Epidemias contemporâneas e seus desafios relacionados à histeria coletiva

Enviada em 07/11/2020

Durante a Idade Média, a Europa foi assolada por uma epidemia de Peste Negra, doença causada pelas pulgas que parasitam ratos, levando a morte de um terço da população. Tal acometimento, levou os indivíduos a uma preocupação intensa, acreditando que a causa desse problema era um castigo divino. Assim como na antiguidade, o mundo vem enfrentando nos dias atuais, uma epidemia de Coronavírus, uma cepa de vírus respiratório que está presente na maior parte do globo, com resultados negativos e óbitos numa quantia exorbitante, fato esse que deixa a população em pânico. Essa condição pode ter como causas a desinformação coletiva e a má influência midiática.

Em primeiro lugar, a falta de informação da população tem contribuído para a permanência do problema. No Brasil, muitas pessoas não tinham consciência das formas de contágio da doença e não se preveniram a tempo, de modo que a doença disseminou por todos os continentes num pequeno intervalo de tempo. Nesse contexto, a obra do filósofo Zygmunt Bauman, “Modernidade Líquida”, ao referir que a pós-modernidade é influenciada pelo individualismo, pode ser associada ao tema. Em virtude disso, há como consequência a falta de empatia, pois, para se colocar no lugar do outro, é preciso deixar de olhar apenas para si. Esse comportamento egoísta, de negligenciar as medidas necessárias para se evitar o adoecimento, funciona como forte empecilho para a sua resolução.
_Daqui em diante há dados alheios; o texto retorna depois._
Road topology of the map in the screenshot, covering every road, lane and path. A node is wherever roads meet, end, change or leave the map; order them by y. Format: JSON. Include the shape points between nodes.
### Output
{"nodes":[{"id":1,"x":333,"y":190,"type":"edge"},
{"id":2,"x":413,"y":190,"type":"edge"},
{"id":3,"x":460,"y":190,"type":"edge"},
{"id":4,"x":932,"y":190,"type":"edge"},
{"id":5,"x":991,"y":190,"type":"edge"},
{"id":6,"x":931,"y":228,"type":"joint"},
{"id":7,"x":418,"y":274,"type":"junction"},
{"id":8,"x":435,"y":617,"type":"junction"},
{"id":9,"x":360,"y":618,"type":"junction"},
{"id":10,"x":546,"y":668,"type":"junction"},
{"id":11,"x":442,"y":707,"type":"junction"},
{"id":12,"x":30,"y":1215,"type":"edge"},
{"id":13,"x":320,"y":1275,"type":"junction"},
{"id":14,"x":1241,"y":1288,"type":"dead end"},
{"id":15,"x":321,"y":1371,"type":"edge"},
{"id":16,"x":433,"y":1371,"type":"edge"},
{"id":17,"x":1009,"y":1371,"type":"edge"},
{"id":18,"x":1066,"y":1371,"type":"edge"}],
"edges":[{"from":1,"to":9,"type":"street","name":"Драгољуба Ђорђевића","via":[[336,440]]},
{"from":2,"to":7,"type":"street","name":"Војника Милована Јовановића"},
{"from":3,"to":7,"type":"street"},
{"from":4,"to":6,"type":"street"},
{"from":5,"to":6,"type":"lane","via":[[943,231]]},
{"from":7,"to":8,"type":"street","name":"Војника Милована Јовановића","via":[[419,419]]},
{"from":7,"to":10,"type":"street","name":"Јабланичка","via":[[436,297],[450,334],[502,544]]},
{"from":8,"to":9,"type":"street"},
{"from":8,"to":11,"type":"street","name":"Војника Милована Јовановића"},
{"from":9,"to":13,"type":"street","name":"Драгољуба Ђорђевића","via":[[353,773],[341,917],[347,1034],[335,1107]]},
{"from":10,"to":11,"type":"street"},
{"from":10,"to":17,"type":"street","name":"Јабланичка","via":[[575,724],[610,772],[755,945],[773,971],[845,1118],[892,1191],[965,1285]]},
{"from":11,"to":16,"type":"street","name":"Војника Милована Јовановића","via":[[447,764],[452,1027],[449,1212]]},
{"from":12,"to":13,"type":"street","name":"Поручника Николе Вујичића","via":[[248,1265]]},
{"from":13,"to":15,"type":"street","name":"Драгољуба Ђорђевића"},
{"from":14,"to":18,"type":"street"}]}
Em segundo lugar, a histeria coletiva recebe influência negativa da mídia. Nessa perspectiva, as redes sociais ao disseminarem notícias falsas, sensacionalistas, tendenciosas ou até mesmo a opinião de certos grupos sociais causam um descontrole da população, levando a alteração em seu comportamento e prejuízos psicológicos. Diante dessa realidade, a fala do filósofo Pierre Bordieu de que, aquilo que foi criado para ser instrumento de democracia, não deve ser convertido em mecanismo de opressão, relaciona-se com o tema.  Nesse sentido, a mídia deve cumprir o seu papel de informar a população, como atitude democrática de acesso à informação e não de espalhar notícias falsas e sensacionalistas, que causam histeria nos espectadores mal informados.

Logo, medidas devem ser feitas para se alterar o cenário de histeria coletiva no Brasil, relacionada a episódios de epidemias na atualidade. Para isso, as Unidades Básicas de Saúde, devem realizar palestras para a população, com a participação de médicos infectologistas, de modo a esclarecer sobre as comorbidades emergentes, além das Secretarias de Saúde divulgarem as informações de modo claro e com linguagem simplificada, a fim de que todos possam compreender o processo da doença em questão e não se tenha transtornos desnecessários. Assim, os brasileiros estarão mais bem esclarecidos e não serão má influenciados pela mídia.